Master Woodbutcher and seasoned termite
Shamelessly whoring my website since 1999
Most power cords are rated for 600V. Code I think. The neat part is
that neither side of the 220V circuit is further from ground/neutral
than the hot side of the 110. Of course, if you should happen to get a
hot leg of the 220 in EACH hand at the SAME time, that would be bad(tm).
As a matter practice, I make it a point to avoid EVER handling wires
(which THINK are dead) in such a way that that I am holding a pair of
wires, one per hand. My mom once walked into a room where my dad was
wiring overhead lights, and she said, "Here, let me turn on the light so
you can see what you're doing". Things got tense.
I'd still prefer to run on 240, just because there is less drop with
distance. We don't think about it a lot, but there is a lot of
distance in a normal wiring run. In my garashop, which is 24' wide
with a 10' ceiling, the panel is on the opposite side from my WW
tools, so I have a wire that runs up from the panel, across the
ceiling and down to an outlet.
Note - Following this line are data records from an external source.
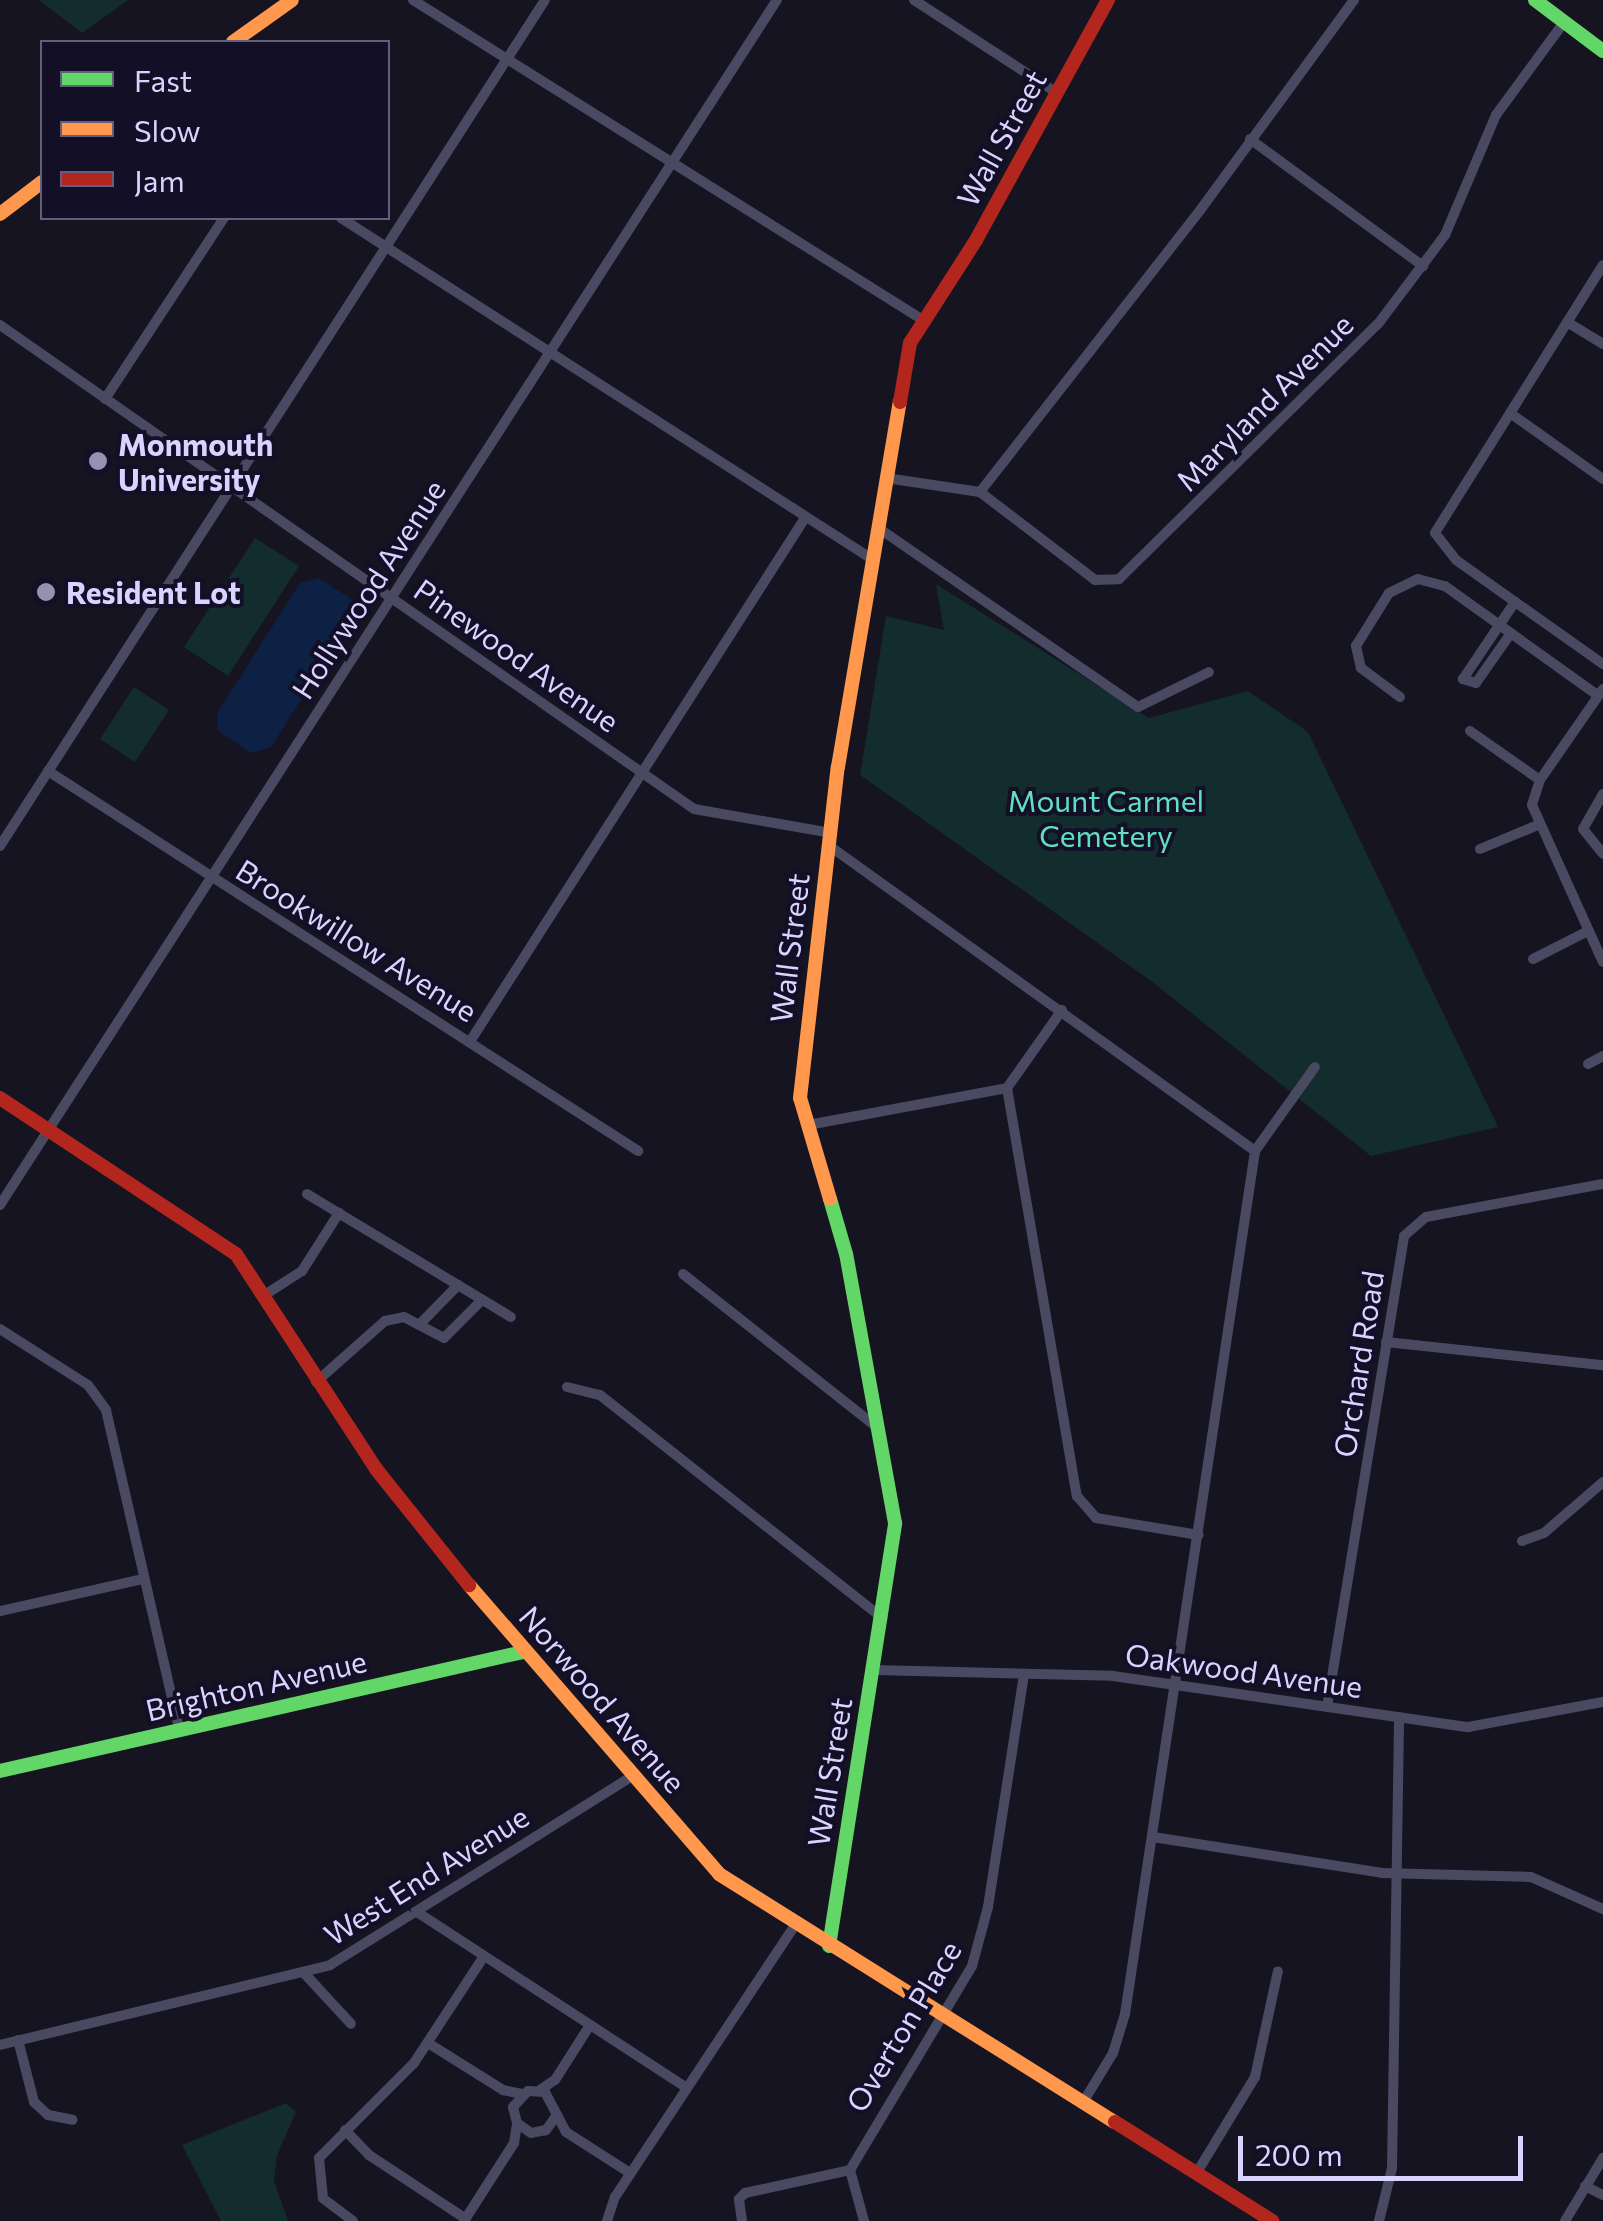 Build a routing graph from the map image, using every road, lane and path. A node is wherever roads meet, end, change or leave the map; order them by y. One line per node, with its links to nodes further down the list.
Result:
1 (292, 0): 10 (street)
2 (413, 0): 12 (street)
3 (545, 0): 12 (street)
4 (777, 0): 15 (street, Hollywood Avenue)
5 (914, 0): 13 (street)
6 (1108, 0): 13 (street, Wall Street)
7 (1354, 0): 14 (street)
8 (1535, 0): 9 (street)
9 (1564, 22): 11 (street); 21 (street, Maryland Avenue)
10 (236, 40)
11 (1603, 52)
12 (508, 59): 15 (street); 20 (street)
13 (1058, 93): 23 (street, Wall Street)
14 (1250, 138): 21 (street); 33 (street)
15 (673, 162): 23 (street); 27 (street, Hollywood Avenue)
16 (40, 184): 17 (street)
17 (0, 214)
18 (223, 220): 28 (street)
19 (344, 220): 20 (street)
20 (386, 247): 27 (street); 32 (street)
21 (1423, 266): 33 (street, Maryland Avenue)
22 (1603, 266): 24 (street)
23 (923, 320): 30 (street, Wall Street)
24 (1567, 322): 26 (street); 29 (street)
25 (0, 325): 28 (street, Pinewood Avenue)
26 (1603, 344)
27 (550, 352): 34 (street); 37 (street, Hollywood Avenue)
28 (105, 399): 32 (street, Pinewood Avenue)
29 (1510, 413): 31 (street); 38 (street)
30 (886, 478): 33 (street, Maryland Avenue); 35 (street, Wall Street)
31 (1603, 479)
32 (232, 487): 37 (street, Pinewood Avenue); 46 (street)
33 (980, 492)
34 (805, 518): 36 (street); 47 (street)
35 (877, 526): 36 (street, Wall Street); 42 (street)
36 (872, 560): 51 (street, Wall Street)
37 (392, 598): 47 (street, Pinewood Avenue); 55 (street, Hollywood Avenue)
38 (1515, 602): 39 (street); 41 (street)
39 (1498, 624): 40 (street); 40 (street); 44 (street)
40 (1511, 633): 43 (street)
41 (1603, 664)
42 (1209, 672)
43 (1600, 692): 48 (street)
44 (1400, 696)
45 (1470, 731): 48 (street)
46 (48, 771): 52 (street); 55 (street, Brookwillow Avenue)
47 (641, 772): 51 (street, Pinewood Avenue); 60 (street)
48 (1540, 780): 50 (street)
49 (1603, 794): 54 (street)
50 (1538, 825): 53 (street); 56 (street)
51 (831, 840): 59 (street); 66 (street, Wall Street)
52 (0, 846)
53 (1480, 850)
54 (1603, 854)
55 (211, 878): 60 (street, Brookwillow Avenue); 67 (street, Hollywood Avenue)
56 (1588, 931): 57 (street); 58 (street)
57 (1533, 959)
58 (1603, 962)
59 (1062, 1010): 64 (street); 69 (street)
60 (471, 1040): 68 (street, Brookwillow Avenue)
61 (1603, 1056): 62 (street)
62 (1588, 1064)
63 (1315, 1067): 69 (street)
64 (1006, 1088): 66 (street); 87 (street)
65 (0, 1098): 67 (street, Norwood Avenue)
66 (808, 1125): 85 (street, Wall Street)
67 (50, 1129): 72 (street, Hollywood Avenue); 76 (street, Norwood Avenue)
68 (638, 1151)
69 (1256, 1151): 87 (street)
70 (1603, 1184): 81 (street, Orchard Road)
71 (308, 1194): 73 (street)
72 (0, 1204)
73 (339, 1213): 75 (street); 76 (street)
74 (683, 1274): 85 (street)
75 (458, 1285): 77 (street); 79 (street)
76 (263, 1296): 83 (street, Norwood Avenue)
77 (482, 1300): 78 (street); 79 (street)
78 (511, 1317)
79 (419, 1326): 83 (street)
80 (0, 1329): 89 (street)
81 (1386, 1342): 82 (street); 97 (street, Orchard Road)
82 (1603, 1365)
83 (316, 1382): 92 (street, Norwood Avenue)
84 (567, 1387): 91 (street)
85 (879, 1429): 91 (street, Wall Street)
86 (1603, 1482): 88 (street)
87 (1199, 1536): 95 (street)
88 (1522, 1541)
89 (143, 1579): 90 (street); 99 (street)
90 (0, 1611)
91 (882, 1618): 93 (street, Wall Street)
92 (523, 1652): 99 (street, Brighton Avenue); 101 (street, Norwood Avenue)
93 (874, 1670): 94 (street, Oakwood Avenue); 107 (street, Wall Street)
94 (1024, 1674): 95 (street, Oakwood Avenue); 111 (street, Overton Place)
95 (1177, 1684): 97 (street, Oakwood Avenue); 102 (street)
96 (1603, 1702): 98 (street, Oakwood Avenue)
97 (1327, 1707): 98 (street, Oakwood Avenue)
98 (1398, 1717): 103 (street)
99 (179, 1730): 100 (street, Brighton Avenue)
100 (0, 1771)
101 (632, 1776): 105 (street, West End Avenue); 106 (street, Norwood Avenue)
102 (1153, 1838): 103 (street); 123 (street)
103 (1396, 1874): 104 (street); 145 (street)
104 (1603, 1909)
105 (418, 1912): 108 (street); 110 (street, West End Avenue)
106 (795, 1926): 107 (street, Norwood Avenue); 118 (street)
107 (830, 1946): 111 (street, Norwood Avenue)
108 (484, 1956): 113 (street); 115 (street)
109 (1278, 1971): 136 (street)
110 (304, 1973): 112 (street); 114 (street, West End Avenue)
111 (942, 2017): 123 (street, Norwood Avenue); 134 (street, Overton Place)
112 (351, 2024)
113 (590, 2025): 117 (street); 118 (street)
114 (18, 2040): 116 (street, West End Avenue); 126 (street)
115 (428, 2043): 119 (street); 128 (street)
116 (0, 2045)
117 (555, 2080): 120 (street); 122 (street)
118 (687, 2088): 135 (street)
119 (503, 2090): 121 (street); 124 (street)
120 (540, 2090): 121 (street); 122 (street)
121 (522, 2094): 124 (street)
122 (553, 2099): 125 (street)
123 (1082, 2104): 136 (street, Norwood Avenue)
124 (513, 2108): 127 (street)
125 (556, 2115): 129 (street); 130 (street)
126 (73, 2120)
127 (516, 2123): 131 (street); 132 (street)
128 (345, 2130): 139 (street); 140 (street)
129 (546, 2130): 130 (street); 131 (street)
130 (566, 2132): 135 (street)
131 (531, 2133): 132 (street)
132 (514, 2143): 139 (street)
133 (1603, 2158): 137 (street)
134 (850, 2170): 142 (street); 143 (street)
135 (630, 2173): 141 (street)
136 (1196, 2174): 144 (street, Norwood Avenue)
137 (1586, 2186): 138 (street); 146 (street)
138 (1603, 2195)
139 (465, 2220)
140 (353, 2221)
141 (607, 2221)
142 (742, 2221)
143 (864, 2221)
144 (1272, 2221)
145 (1379, 2221)
146 (1565, 2221)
I have four 240V outlets on that run (I
only use one tool at a time, and don't like having to unplug and
re-plug) and the run extends more than 15' down the wall. All told I
have over 50' of wire just to get to the farthest receptacle. For a
20A circuit #12 wire will handle up to 70 feet - but don't forget to
add in the cord to your tool. Only my TS is more than a couple feet
from the wall, and it has a 20' cord on it. Just to be on the safe
side I ran #10 wire in the wall and don't ever anticipate any voltage
I am also adding a dedicated circuit for the dust collector (when I
ever get one) and maybe another for a stationary compressor if I ever
decide I want to be able to spray finishes.
It is pretty easy to run additional circuits now while the walls are
still just studs, so I'm going well overboard, but I think it will be
Where did you get the information that a 20A 12ga circuit is only good for
around 70 feet Tim? I know that I have measured voltage at equipment at the
end of my runs and that's a lot more than 70 feet and seen no voltage drop.
I'm not at all sure the 70 foot thing is accurate.